004
小学校の裏山から、不愉快な声がひびいてきた。
意味はよくわからない。でも誰を攻撃しているのかははっきりと知れた。
シセージ。メカケノコ。
アキのことだ。
そのほか、聞くに堪えないひどいことばまでが飛び交っている。おれは思わず駆け出した。
林の奥に、想像したとおりの光景がくりひろげられていた。
髪をつかまれ地面にひきたおされているアキを見て、おれの頬に血がのぼった。
「卑怯者!」
おれは叫んで、その場に飛びこんだ。
「何をしてるんだ、この恥知らず!」
うでっぷしの強さなら負けない自信があったが、多勢に無勢では勝ち目がないということに思い至らなかった。
それほど、おれは冷静さを欠いていた。
しかし、していたことがことだけに、彼らはあっけなく逃げ出した。なにしろ、ただの暴力だけではなかったのだから。
アキは、虚をつかれたような目をおれに向けていた。おれは心配になった。
「だいじょうぶか?」
「助ける人がいるなんて、思わなかった」
アキが淡々と言った。まるで最初から何もなかったように。
その声を耳にすると、アキにまつわるうわさのひとつをいやでも思い出してしまう。
何をされても動じない、抵抗しない、逆らわない。人形のように、顔色を変えない。人形みたいに、命じればどんなことでも平然とやってくれる。簡単に言いなりになる。あいつにはまともな人間の心がない。あばずれの魔女の血をひいているんだ、などというばかげた流言だ。
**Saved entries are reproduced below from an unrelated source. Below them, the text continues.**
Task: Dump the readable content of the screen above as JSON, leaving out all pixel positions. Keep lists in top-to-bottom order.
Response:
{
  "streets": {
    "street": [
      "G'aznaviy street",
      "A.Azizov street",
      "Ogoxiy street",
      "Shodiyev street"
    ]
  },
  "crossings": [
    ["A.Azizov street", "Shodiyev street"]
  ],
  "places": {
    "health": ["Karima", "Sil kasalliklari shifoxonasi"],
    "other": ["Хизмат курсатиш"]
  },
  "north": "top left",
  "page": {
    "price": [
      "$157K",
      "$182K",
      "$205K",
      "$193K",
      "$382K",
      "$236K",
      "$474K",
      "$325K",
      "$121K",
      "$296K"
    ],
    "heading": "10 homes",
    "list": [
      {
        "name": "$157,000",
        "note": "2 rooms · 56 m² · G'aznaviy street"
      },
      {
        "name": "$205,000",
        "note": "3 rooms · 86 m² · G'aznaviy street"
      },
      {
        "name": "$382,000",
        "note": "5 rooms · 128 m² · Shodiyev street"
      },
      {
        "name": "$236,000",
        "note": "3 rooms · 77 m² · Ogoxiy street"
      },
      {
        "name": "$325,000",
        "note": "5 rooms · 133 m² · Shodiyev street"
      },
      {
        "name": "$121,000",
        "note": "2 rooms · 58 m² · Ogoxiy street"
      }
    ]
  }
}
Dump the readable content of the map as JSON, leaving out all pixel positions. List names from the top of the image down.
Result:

そんなことあるわけない、と打ち消すおれの考えをよそに、アキは無表情でいるばかりだ。乱れた服をととのえようともしない。
ずいぶんあたたかいのに、落ちていた手袋を拾ってはめた。
その動きで、はっとした。
アキの右手は、少し不自由なんだ。注意して見ないとわからないくらいだったけれど。
おれの視線にアキが気づいた。
「昔、人喰いやまんばに食いちぎられたんだ。あんまりぼくにかかわると、ナツも巻きこまれるよ」
どう答えていいものかためらうおれのわきを、いささかぎこちない動作でランドセルを背負い終えたアキが歩いていく。
通りすぎ、ついと振り返った。
「はじめてだったから、言うの忘れてた。かばってくれてありがとう、ナツ」
手袋の紺色が遠ざかっていく。暑い目をしてまで、手袋で欠点を秘するアキ。
ひとの心がないなんて、やっぱり嘘だ。
はじめてアキが身近な、自分と同じ子供なのだと思えた。
でもいつか、おれの前でその手袋を取れる日がくればいいのにとせつに願った。